医療機械器具の開発及び製造を行う原告は、2002年から製造販売しているバルーン拡張式血管形成術向けカテーテル用コネクターの主要な構成品であるYコネクターについて、その形態が原告の商品等表示として需要者の間で広く知られているところ、2022年に被告が製造販売承認を受けて製造販売を予定していたYコネクターの形態が原告Yコネクターの形態に類似し、その製造販売行為が出所の混同を生じさせるとして、不正競争防止法2条1項1号を理由に被告商品の製造販売の差止めを求めた。原審の東京地裁は、原告Yコネクターの形態に商品等表示性を認め、色彩や全体の寸法、各部位の寸法比率が共通し全体的に類似するとの印象を与えることから、被告Yコネクターの形態は原告Yコネクターの形態と類似し、出所の混同を生じさせるとして、製造販売が予定されていた被告商品について原告の請求を認容した。これに対し、控訴審において、知財高裁は原告Yコネクターの形態について商品等表示性は認めたものの、被告Yコネクターの形態は原告Yコネクターの形態とは具体的な色彩や素材、商品中央部分に設けられた部材の形状の違い等から全体として異なる印象を与えるとして非類似であると判断し、原審の判断を覆して原告の請求を棄却した(知財高判令和7年7月16日(令和7年(ネ)第10012号),原審:東京地判令和6年11月22日(令和5年(ワ)第70036号))。
事実関係
医療機械器具の開発及び製造を行う原告・被控訴人(株式会社グッドマン)は、2002年9月から、バルーン拡張式血管形成術向けカテーテル用コネクターを製造及び販売していた。当該商品の主要な構成品としてY字型の形状のYコネクターがあり、メインブランチ、サムホイール、サイドポート及びローテータから構成され、固定弁と止血弁を備えた二弁式Yコネクターにはサムホイールに止血バルブと固定バルブが設けられている(下図参照。原告によるコネクターのうちYコネクターについて、以下「原告Yコネクター」という。)。
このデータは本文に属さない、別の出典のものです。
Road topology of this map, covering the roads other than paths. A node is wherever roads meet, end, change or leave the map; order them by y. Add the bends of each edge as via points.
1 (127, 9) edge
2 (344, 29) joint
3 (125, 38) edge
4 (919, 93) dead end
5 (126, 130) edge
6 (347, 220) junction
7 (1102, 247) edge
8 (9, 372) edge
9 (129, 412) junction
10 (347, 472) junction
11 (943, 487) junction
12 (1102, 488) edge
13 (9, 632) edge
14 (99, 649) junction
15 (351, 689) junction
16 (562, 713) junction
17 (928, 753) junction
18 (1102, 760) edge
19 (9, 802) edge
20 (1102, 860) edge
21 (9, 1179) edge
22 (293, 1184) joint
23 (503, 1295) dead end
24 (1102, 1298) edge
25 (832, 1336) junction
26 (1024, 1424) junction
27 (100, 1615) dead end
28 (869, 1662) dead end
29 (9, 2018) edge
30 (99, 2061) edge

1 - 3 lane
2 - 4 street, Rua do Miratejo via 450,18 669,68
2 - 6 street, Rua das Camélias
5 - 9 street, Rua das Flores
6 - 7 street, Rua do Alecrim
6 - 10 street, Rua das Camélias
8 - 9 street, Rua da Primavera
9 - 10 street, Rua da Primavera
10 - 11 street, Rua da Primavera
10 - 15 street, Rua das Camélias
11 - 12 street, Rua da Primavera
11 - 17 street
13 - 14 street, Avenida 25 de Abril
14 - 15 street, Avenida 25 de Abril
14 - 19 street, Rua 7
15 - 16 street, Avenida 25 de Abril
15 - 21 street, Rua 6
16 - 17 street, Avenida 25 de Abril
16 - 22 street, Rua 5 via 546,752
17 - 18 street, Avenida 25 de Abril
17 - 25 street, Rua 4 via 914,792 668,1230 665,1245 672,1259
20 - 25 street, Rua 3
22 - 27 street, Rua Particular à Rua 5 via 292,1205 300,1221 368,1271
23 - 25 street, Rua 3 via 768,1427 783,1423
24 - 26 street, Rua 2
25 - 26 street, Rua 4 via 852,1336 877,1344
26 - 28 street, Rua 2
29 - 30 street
医療機器メーカーの被告・控訴人(株式会社東海メディカルプロダクツ)は、2022年12月、自身の商品である二弁式のバルーン拡張式血管形成術向けカテーテル用コネクターについて製造販売承認を受け、承認を受けたうち一部の商品構成のコネクターについて製造及び販売を予定していた(被告によるコネクターのうちYコネクターについて、以下「被告Yコネクター」という。)。
原告は、被告Yコネクターの形態は、原告の商品等表示として需要者の間に広く知られるに至っている原告Yコネクターの形態と類似し、これを主要な構成要素とする被告商品の製造及び販売は原告の商品と混同を生じさせるとして、不正競争防止法2条1項1号を理由に被告商品の製造及び販売の差止めを請求した。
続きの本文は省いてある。